Directions for this task — In the data below, find every line with the word "TRADE" and copy it.

(Saved data entries)
# # # # # # #
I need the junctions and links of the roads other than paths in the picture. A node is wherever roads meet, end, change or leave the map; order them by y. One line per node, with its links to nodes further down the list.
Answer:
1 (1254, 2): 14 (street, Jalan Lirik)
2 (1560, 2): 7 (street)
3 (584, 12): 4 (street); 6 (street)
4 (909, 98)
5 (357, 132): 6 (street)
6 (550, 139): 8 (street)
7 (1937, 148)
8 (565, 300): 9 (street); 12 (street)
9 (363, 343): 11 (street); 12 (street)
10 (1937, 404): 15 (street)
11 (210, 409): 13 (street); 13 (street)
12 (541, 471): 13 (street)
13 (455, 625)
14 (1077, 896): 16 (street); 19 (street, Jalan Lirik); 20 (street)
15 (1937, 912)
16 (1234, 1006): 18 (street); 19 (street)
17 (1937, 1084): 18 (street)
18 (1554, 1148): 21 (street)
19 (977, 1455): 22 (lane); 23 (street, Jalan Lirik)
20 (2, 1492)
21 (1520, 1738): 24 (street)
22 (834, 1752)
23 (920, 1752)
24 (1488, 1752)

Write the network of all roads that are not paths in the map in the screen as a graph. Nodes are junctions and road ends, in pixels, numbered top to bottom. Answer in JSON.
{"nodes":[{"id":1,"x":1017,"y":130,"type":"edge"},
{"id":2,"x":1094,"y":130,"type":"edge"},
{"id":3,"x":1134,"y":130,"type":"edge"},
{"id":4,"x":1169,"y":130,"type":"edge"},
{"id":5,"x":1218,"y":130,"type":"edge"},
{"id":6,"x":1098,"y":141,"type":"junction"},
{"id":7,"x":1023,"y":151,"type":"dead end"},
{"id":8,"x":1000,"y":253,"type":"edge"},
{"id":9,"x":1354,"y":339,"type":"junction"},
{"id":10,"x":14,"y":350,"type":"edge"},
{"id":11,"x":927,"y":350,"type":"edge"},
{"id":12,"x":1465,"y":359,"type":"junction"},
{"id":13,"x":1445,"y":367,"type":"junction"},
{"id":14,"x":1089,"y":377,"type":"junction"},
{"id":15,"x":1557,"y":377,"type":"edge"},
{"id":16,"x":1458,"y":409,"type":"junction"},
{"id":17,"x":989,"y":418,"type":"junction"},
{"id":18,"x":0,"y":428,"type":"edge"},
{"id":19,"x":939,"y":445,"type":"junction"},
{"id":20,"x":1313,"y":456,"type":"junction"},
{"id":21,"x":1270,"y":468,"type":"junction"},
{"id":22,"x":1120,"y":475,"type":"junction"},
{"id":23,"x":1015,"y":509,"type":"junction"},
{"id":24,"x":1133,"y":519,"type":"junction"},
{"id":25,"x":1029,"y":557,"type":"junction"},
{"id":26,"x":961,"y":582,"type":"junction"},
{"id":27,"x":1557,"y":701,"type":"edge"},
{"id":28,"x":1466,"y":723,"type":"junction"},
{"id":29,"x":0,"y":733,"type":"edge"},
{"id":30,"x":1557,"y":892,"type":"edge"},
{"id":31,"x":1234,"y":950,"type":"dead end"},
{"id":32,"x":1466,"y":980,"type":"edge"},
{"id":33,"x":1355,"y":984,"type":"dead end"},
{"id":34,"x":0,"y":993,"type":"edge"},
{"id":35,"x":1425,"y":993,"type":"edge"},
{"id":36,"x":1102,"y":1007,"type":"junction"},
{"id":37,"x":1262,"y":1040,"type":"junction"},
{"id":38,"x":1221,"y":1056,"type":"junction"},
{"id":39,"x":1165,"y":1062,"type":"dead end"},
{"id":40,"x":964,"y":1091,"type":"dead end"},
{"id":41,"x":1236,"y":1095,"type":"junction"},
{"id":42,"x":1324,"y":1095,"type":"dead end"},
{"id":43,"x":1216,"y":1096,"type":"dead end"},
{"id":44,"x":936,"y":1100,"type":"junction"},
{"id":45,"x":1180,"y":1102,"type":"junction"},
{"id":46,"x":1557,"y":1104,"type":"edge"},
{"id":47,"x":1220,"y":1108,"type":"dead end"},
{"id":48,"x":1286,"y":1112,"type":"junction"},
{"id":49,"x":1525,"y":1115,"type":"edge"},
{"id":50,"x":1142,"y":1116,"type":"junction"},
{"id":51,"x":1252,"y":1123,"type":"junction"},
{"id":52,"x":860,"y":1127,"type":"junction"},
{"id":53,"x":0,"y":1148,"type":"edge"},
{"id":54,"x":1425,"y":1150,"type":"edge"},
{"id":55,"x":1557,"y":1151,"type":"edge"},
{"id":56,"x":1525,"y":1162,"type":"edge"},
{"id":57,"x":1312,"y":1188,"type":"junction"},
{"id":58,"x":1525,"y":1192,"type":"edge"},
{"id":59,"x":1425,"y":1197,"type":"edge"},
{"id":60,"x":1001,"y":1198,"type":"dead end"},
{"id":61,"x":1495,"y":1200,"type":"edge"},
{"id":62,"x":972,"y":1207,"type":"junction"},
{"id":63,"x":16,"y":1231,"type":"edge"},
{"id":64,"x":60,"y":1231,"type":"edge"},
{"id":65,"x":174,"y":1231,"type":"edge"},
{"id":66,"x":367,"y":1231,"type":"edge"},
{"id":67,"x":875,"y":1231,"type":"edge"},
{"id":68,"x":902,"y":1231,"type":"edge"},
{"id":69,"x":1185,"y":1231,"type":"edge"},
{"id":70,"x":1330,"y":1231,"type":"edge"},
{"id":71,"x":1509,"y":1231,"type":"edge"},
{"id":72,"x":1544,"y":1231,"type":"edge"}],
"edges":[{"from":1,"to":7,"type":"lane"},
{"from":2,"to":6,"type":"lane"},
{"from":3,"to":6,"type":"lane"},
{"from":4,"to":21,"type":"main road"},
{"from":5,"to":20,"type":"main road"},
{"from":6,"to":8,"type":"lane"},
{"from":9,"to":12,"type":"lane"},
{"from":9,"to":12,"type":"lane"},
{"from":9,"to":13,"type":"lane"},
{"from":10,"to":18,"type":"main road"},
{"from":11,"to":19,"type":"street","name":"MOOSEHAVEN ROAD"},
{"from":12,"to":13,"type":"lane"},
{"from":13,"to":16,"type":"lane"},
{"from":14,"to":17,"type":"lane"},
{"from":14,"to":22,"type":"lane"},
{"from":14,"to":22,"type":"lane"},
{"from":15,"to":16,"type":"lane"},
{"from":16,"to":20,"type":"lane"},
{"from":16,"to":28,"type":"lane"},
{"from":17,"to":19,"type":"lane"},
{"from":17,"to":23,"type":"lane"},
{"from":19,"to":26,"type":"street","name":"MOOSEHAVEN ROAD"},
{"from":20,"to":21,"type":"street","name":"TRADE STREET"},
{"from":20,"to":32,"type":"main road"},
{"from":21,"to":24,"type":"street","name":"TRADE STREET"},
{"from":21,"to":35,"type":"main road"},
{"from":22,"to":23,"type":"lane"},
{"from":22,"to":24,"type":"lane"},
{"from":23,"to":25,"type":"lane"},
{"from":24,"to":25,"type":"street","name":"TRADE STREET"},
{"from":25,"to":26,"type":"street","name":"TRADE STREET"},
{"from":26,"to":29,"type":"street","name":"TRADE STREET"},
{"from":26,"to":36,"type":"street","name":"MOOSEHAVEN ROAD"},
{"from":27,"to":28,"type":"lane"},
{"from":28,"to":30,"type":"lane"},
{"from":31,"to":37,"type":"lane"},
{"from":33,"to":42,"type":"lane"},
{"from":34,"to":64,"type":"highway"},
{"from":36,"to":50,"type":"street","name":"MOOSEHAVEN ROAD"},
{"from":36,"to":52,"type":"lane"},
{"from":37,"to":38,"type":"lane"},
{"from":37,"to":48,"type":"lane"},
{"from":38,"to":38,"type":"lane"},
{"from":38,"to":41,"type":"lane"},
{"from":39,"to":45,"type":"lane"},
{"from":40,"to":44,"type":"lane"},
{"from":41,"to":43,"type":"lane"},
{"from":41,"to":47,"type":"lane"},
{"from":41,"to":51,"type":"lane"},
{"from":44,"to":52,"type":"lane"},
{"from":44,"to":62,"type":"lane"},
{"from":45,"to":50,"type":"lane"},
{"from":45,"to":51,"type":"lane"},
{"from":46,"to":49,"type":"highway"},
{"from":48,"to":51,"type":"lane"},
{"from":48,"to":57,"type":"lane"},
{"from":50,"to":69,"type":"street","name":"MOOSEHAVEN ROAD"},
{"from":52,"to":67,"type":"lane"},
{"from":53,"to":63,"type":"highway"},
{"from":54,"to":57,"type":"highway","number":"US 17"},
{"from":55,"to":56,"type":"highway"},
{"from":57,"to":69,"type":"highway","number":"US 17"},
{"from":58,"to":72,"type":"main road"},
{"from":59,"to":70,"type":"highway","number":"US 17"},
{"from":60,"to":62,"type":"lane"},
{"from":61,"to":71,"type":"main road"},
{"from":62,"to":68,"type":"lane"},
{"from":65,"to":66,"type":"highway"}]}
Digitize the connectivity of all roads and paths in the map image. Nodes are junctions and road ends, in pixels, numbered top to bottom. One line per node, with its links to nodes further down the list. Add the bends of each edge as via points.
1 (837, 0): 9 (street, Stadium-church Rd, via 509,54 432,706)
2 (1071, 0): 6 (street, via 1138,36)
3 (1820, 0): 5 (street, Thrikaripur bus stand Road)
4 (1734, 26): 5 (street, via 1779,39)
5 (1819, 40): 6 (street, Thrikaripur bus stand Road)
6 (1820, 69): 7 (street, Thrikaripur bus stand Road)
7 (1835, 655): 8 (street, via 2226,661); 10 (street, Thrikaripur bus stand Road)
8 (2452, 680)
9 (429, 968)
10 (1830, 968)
# # # # # # #
Exercise result —
{"from":20,"to":21,"type":"street","name":"TRADE STREET"},
{"from":21,"to":24,"type":"street","name":"TRADE STREET"},
{"from":24,"to":25,"type":"street","name":"TRADE STREET"},
{"from":25,"to":26,"type":"street","name":"TRADE STREET"},
{"from":26,"to":29,"type":"street","name":"TRADE STREET"},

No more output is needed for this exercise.